Конечно, это язычество[680], а не христианство. Точнее, это некая примитивная религиозность, соответствующая примитивной же социальности — тому самому нижнему уровню власти и жизни, не меняющемуся в течение тысячелетий и в религиозном смысле. В этом мире — в системе отношений позднего неолита и ранней бронзы — очевидны невозможность христианского смирения (и других христианских идей, порожденных сложной и утонченной культурой больших городов позднего эллинизма) и бесполезность морализирования на эту тему.

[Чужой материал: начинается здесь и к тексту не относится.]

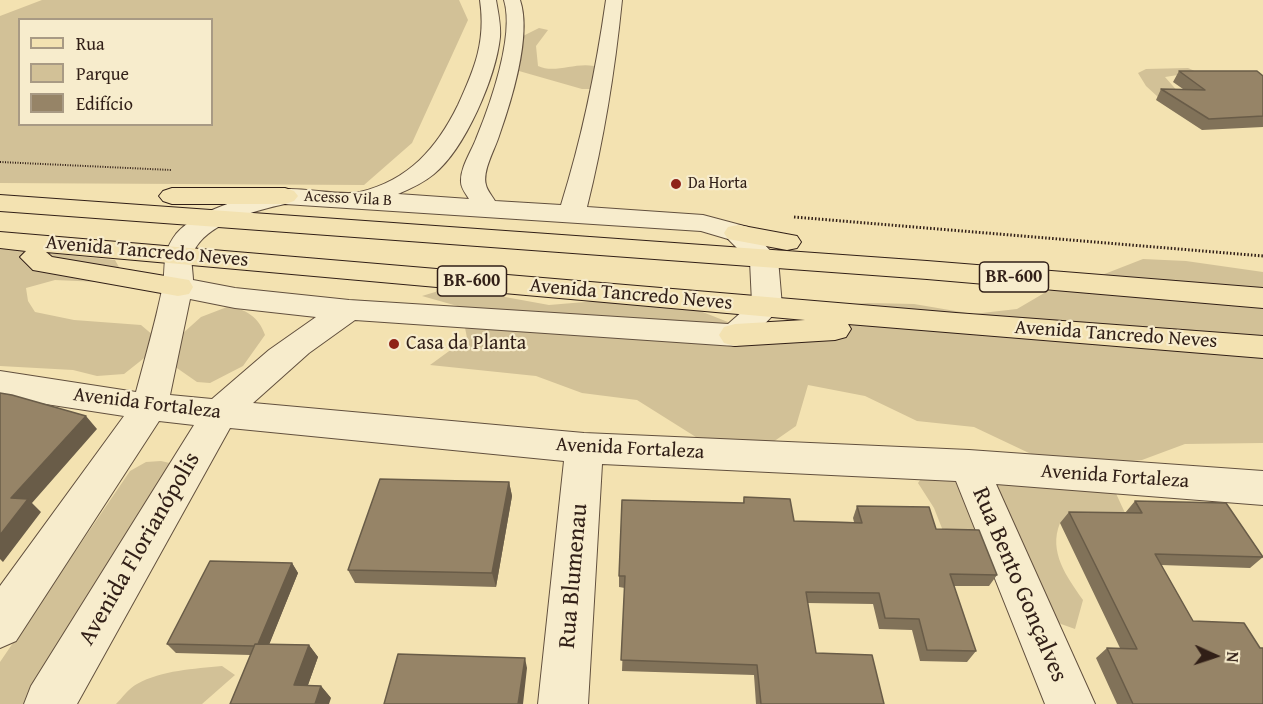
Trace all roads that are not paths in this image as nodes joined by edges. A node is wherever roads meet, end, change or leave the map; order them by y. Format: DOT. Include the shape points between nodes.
graph roads {
  1 [pos="488,0"];
  2 [pos="512,0"];
  3 [pos="614,0"];
  4 [pos="285,196"];
  5 [pos="364,199"];
  6 [pos="0,203"];
  7 [pos="47,207"];
  8 [pos="486,207"];
  9 [pos="572,213"];
  10 [pos="214,218"];
  11 [pos="738,233"];
  12 [pos="5,240"];
  13 [pos="764,258"];
  14 [pos="927,270"];
  15 [pos="178,271"];
  16 [pos="1263,298"];
  17 [pos="766,306"];
  18 [pos="349,310"];
  19 [pos="956,323"];
  20 [pos="735,334"];
  21 [pos="1263,347"];
  22 [pos="0,384"];
  23 [pos="150,406"];
  24 [pos="220,414"];
  25 [pos="584,448"];
  26 [pos="969,466"];
  27 [pos="1263,488"];
  28 [pos="0,625"];
  29 [pos="50,704"];
  30 [pos="563,704"];
  31 [pos="1070,704"];
  1 -- 5 [label="street" via="491,39 481,73 449,144 428,167"];
  2 -- 8 [label="street" via="513,44 506,85 474,172 473,184"];
  3 -- 9 [label="street" via="591,145"];
  4 -- 5 [label="street, Acesso Vila B"];
  4 -- 7 [label="main road" via="133,197"];
  4 -- 10 [label="street, Acesso Vila B"];
  5 -- 8 [label="street, Acesso Vila B"];
  6 -- 7 [label="main road, Avenida Tancredo Neves / BR-600"];
  7 -- 10 [label="main road, Avenida Tancredo Neves / BR-600"];
  8 -- 9 [label="street, Acesso Vila B"];
  9 -- 11 [label="street, Acesso Vila B" via="703,223"];
  10 -- 13 [label="main road, Avenida Tancredo Neves / BR-600"];
  10 -- 15 [label="street" via="187,238"];
  11 -- 13 [label="street"];
  11 -- 14 [label="main road"];
  12 -- 15 [label="main road, Avenida Tancredo Neves" via="44,264"];
  13 -- 14 [label="main road, Avenida Tancredo Neves / BR-600"];
  13 -- 17 [label="street"];
  14 -- 16 [label="main road, Avenida Tancredo Neves / BR-600"];
  15 -- 17 [label="main road, Avenida Tancredo Neves / BR-600"];
  15 -- 18 [label="street" via="235,298"];
  15 -- 23 [label="street"];
  17 -- 19 [label="main road, Avenida Tancredo Neves / BR-600"];
  17 -- 20 [label="street"];
  18 -- 20 [label="street"];
  18 -- 24 [label="street, Avenida Florianópolis" via="317,329 245,387"];
  19 -- 20 [label="main road"];
  19 -- 21 [label="main road, Avenida Tancredo Neves / BR-600"];
  22 -- 23 [label="street, Avenida Fortaleza"];
  23 -- 24 [label="street, Avenida Fortaleza"];
  23 -- 28 [label="street"];
  24 -- 25 [label="street, Avenida Fortaleza"];
  24 -- 29 [label="street, Avenida Florianópolis"];
  25 -- 26 [label="street, Avenida Fortaleza"];
  25 -- 30 [label="street, Rua Blumenau"];
  26 -- 27 [label="street, Avenida Fortaleza"];
  26 -- 31 [label="street, Rua Bento Gonçalves"];
}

Репинский «Мужичок из робких» (1877, Нижний Новгород, Государственный художественный музей) — это воплощение «народа» как такового; большинства стада. Народническая и социалистическая идея «угнетения» здесь выражена на языке нового позитивизма и дарвинизма, через метафору угнетенной плоти. Сами телесные характеристики «Мужичка из робких» — слабость, болезненность (какая-то «худосочность» и «паршивость») — предполагают физически выраженное «ничтожество». Этологические характеристики демонстрируют покорность (демонстративную покорность животного, знающего свое место), забитость, неспособность к сопротивлению: спина привычно согнута, голова втянута в плечи. На уровне физиогномической метафоры кажется, что у него какое-то заячье лицо: глаза, словно смотрящие в разные стороны — не сконцентрированные в одной точке; смутно ощущаемая готовность кинуться бежать опрометью или принять побои. Но при этом за внешней покорностью чувствуется что-то еще: почти невидящий взгляд прозрачных бесцветных глаз как будто предполагает тайную и нехорошую мысль, шевелящуюся где-то на самом дне. «Маленький человек — опасненький человек»; если искать у Репина какую-нибудь «революционную» идею, то именно здесь.

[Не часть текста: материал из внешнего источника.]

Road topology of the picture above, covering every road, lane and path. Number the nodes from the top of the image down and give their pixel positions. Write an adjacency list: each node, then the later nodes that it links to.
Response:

Слабость «Мужичка из робких» не менее, а даже более интересна для художника, чем сила «Протодьякона». Но она интересна ему как ученому, антропологу, психиатру. В этом интересе нет никакого филантропического сострадания, не говоря уже об умилении.
Если «Протодьякон» и «Мужичок из робких» (скорее жанры, чем портреты) соответствуют нижнему, простонародному уровню репинской социальной антропологии, то на среднем уровне представлена интеллигенция; именно на этом уровне портреты-диагнозы Репина особенно интересны и разнообразны. Здесь, за отсутствием примитивного соперничества и борьбы за существование, нет и открыто выраженной проблематики власти и доминирования. Происходит усложнение телесности и социальности: так, телесность становится более специализированной и дисциплинированной. Но при всей сложности телесной и социальной организации это все равно человек природный, а не культурный. Репин и здесь остается сторонником «социальной анатомии»: в его лучших портретах нет внешних следов «творческих профессий». Его как художника не интересуют «атрибуты искусства» — писательские пюпитры, скрипки или палитры; если признаки профессии есть, то они выражены физиологически. Его интересуют скорее проблемы здоровья и болезни, возраста (старости и ожидания смерти); это дополняется интересом к надломленности — и вообще любой психической болезненности. В этих портретах есть и психологический драматизм другого рода, связанный с внутренним развитием, с «переходом от незнания к знанию», но вовсе не в смысле знания «истины», как у героев Крамского. Это знание не то чтобы выходит за пределы природного, телесного опыта — скорее оно этот опыт завершает. Психология у Репина существует как продолжение физиологии: например, желчный нрав (мизантропия) выглядит как следствие больной печени или язвы желудка.